YOUR GOAL: Where a line below includes the word "Answer", copy that line.

Dataset entries
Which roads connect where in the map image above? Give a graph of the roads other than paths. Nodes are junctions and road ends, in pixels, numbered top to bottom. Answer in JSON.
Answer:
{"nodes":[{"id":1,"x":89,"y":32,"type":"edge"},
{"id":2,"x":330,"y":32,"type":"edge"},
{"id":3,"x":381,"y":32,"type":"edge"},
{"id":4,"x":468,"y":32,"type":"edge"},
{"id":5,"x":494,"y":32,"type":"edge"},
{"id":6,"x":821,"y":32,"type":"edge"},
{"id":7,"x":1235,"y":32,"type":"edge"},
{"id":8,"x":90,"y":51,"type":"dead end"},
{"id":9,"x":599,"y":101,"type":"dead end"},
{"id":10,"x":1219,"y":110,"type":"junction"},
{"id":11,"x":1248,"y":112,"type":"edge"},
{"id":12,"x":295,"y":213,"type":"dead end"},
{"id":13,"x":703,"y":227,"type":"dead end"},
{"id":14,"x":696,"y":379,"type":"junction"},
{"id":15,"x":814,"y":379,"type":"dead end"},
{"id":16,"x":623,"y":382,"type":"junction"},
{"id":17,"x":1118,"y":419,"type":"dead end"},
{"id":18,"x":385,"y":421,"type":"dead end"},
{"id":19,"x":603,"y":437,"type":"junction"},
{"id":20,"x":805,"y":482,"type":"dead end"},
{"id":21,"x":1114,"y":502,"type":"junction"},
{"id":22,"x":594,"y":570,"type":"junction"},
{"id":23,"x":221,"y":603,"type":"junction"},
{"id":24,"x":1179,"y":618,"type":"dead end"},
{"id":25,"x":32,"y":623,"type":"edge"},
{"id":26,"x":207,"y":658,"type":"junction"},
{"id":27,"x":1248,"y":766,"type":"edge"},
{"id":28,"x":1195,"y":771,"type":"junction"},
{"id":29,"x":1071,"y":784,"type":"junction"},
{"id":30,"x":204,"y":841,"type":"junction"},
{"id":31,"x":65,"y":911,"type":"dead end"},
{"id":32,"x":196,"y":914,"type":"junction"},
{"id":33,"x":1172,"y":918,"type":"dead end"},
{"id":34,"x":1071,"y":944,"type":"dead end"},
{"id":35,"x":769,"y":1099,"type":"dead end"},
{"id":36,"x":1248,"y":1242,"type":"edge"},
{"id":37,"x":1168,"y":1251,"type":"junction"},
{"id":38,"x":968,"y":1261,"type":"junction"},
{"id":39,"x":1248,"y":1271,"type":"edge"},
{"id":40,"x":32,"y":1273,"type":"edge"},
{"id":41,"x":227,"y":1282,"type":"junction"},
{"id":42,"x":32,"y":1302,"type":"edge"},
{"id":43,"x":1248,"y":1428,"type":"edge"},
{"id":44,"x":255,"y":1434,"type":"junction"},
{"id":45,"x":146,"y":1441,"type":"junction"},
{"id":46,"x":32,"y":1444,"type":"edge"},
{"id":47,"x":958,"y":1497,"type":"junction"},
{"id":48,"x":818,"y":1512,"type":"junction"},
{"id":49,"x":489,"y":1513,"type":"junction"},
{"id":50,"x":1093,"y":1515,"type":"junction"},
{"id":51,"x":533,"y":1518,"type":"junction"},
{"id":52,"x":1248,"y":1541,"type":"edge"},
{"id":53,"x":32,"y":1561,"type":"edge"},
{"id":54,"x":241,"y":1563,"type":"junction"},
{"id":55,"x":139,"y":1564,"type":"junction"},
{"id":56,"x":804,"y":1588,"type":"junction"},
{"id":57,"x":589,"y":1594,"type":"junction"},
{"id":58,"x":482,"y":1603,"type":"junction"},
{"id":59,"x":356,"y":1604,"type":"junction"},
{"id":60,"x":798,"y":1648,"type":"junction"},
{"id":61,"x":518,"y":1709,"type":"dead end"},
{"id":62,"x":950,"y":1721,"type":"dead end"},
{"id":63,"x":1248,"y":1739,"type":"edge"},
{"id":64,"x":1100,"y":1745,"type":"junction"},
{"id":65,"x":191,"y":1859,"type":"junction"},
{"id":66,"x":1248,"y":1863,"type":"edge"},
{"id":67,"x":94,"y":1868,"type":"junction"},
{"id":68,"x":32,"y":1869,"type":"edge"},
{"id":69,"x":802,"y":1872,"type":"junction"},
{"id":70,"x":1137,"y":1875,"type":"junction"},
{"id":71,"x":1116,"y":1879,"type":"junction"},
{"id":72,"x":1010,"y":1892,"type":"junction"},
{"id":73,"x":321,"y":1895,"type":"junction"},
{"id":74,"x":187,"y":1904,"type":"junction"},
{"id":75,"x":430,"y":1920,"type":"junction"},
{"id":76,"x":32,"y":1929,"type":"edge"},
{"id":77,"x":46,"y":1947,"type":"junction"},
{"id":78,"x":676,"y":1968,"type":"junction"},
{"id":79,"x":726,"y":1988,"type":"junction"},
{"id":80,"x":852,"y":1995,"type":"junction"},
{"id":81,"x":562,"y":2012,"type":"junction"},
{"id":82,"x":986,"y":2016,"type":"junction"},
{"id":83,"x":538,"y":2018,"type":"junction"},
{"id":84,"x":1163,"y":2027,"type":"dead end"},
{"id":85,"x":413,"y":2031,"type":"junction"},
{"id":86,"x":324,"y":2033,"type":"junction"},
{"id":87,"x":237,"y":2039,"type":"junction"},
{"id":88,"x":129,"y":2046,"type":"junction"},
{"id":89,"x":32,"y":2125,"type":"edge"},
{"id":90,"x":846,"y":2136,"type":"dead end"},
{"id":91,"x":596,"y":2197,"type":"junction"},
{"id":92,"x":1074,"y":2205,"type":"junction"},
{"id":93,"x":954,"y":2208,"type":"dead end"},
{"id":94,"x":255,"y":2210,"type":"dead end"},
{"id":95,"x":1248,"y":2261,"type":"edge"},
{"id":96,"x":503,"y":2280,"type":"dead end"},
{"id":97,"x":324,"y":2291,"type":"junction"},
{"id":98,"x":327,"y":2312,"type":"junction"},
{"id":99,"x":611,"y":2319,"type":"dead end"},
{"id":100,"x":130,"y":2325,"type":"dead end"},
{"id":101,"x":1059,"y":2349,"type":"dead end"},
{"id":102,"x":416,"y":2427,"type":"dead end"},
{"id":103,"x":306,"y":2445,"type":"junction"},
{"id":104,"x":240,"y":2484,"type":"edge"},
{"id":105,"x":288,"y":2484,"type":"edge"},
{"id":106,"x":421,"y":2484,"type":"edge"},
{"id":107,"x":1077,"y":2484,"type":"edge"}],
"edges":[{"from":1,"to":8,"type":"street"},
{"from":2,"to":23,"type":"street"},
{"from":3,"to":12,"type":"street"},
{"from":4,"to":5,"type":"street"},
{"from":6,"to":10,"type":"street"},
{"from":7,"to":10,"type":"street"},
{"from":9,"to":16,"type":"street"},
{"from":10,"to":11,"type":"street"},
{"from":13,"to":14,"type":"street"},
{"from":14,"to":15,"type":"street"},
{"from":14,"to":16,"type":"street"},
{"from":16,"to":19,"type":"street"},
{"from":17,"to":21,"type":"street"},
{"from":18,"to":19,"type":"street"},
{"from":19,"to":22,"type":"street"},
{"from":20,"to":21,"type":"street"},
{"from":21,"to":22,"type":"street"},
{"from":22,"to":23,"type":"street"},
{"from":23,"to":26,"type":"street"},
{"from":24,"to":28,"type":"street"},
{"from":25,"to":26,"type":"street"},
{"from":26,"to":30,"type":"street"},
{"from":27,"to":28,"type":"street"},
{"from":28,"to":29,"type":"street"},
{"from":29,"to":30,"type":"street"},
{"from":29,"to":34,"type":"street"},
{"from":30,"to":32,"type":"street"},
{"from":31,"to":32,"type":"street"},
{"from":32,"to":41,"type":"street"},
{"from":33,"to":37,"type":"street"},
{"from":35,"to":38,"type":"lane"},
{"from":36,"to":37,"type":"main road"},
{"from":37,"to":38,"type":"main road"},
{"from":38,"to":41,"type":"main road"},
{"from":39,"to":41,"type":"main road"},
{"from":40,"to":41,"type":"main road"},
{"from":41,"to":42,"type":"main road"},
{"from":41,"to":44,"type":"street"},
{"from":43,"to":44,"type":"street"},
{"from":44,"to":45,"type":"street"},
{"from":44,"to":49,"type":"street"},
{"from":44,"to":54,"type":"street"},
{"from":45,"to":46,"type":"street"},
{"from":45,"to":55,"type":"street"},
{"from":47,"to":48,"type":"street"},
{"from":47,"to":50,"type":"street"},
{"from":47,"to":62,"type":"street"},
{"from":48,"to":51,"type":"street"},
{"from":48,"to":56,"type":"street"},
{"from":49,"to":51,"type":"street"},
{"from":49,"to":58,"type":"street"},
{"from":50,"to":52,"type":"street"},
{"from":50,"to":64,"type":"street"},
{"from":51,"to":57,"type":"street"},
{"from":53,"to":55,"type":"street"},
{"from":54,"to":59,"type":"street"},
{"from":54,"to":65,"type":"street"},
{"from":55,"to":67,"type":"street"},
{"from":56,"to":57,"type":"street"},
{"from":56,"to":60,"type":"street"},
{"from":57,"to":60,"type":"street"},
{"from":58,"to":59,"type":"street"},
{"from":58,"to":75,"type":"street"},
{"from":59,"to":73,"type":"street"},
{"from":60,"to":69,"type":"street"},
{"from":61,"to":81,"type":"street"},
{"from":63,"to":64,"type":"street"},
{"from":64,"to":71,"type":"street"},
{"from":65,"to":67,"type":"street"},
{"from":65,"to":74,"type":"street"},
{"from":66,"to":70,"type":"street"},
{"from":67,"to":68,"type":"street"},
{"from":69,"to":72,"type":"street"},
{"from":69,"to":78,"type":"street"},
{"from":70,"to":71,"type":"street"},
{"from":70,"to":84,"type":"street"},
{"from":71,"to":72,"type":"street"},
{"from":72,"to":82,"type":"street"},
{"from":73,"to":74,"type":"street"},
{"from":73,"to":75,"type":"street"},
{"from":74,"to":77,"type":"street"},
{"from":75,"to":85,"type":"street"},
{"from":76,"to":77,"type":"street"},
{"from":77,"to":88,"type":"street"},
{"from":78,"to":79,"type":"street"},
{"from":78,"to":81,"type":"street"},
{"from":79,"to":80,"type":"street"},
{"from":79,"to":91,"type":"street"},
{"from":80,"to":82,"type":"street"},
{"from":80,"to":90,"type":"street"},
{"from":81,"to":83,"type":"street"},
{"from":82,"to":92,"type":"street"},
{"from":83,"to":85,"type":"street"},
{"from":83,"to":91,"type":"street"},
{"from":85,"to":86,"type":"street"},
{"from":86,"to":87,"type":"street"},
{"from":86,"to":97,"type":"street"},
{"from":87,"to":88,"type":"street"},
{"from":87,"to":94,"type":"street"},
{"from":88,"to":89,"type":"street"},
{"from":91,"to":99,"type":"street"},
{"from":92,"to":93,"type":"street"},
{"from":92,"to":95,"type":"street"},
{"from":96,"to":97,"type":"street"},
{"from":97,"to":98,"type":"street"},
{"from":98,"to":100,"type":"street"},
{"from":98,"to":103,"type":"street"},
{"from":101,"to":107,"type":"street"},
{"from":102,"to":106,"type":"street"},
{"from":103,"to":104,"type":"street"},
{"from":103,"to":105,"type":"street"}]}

RESPONSE BELOW:
Which roads connect where in the map image above? Give a graph of the roads other than paths. Nodes are junctions and road ends, in pixels, numbered top to bottom. Answer in JSON.
Answer:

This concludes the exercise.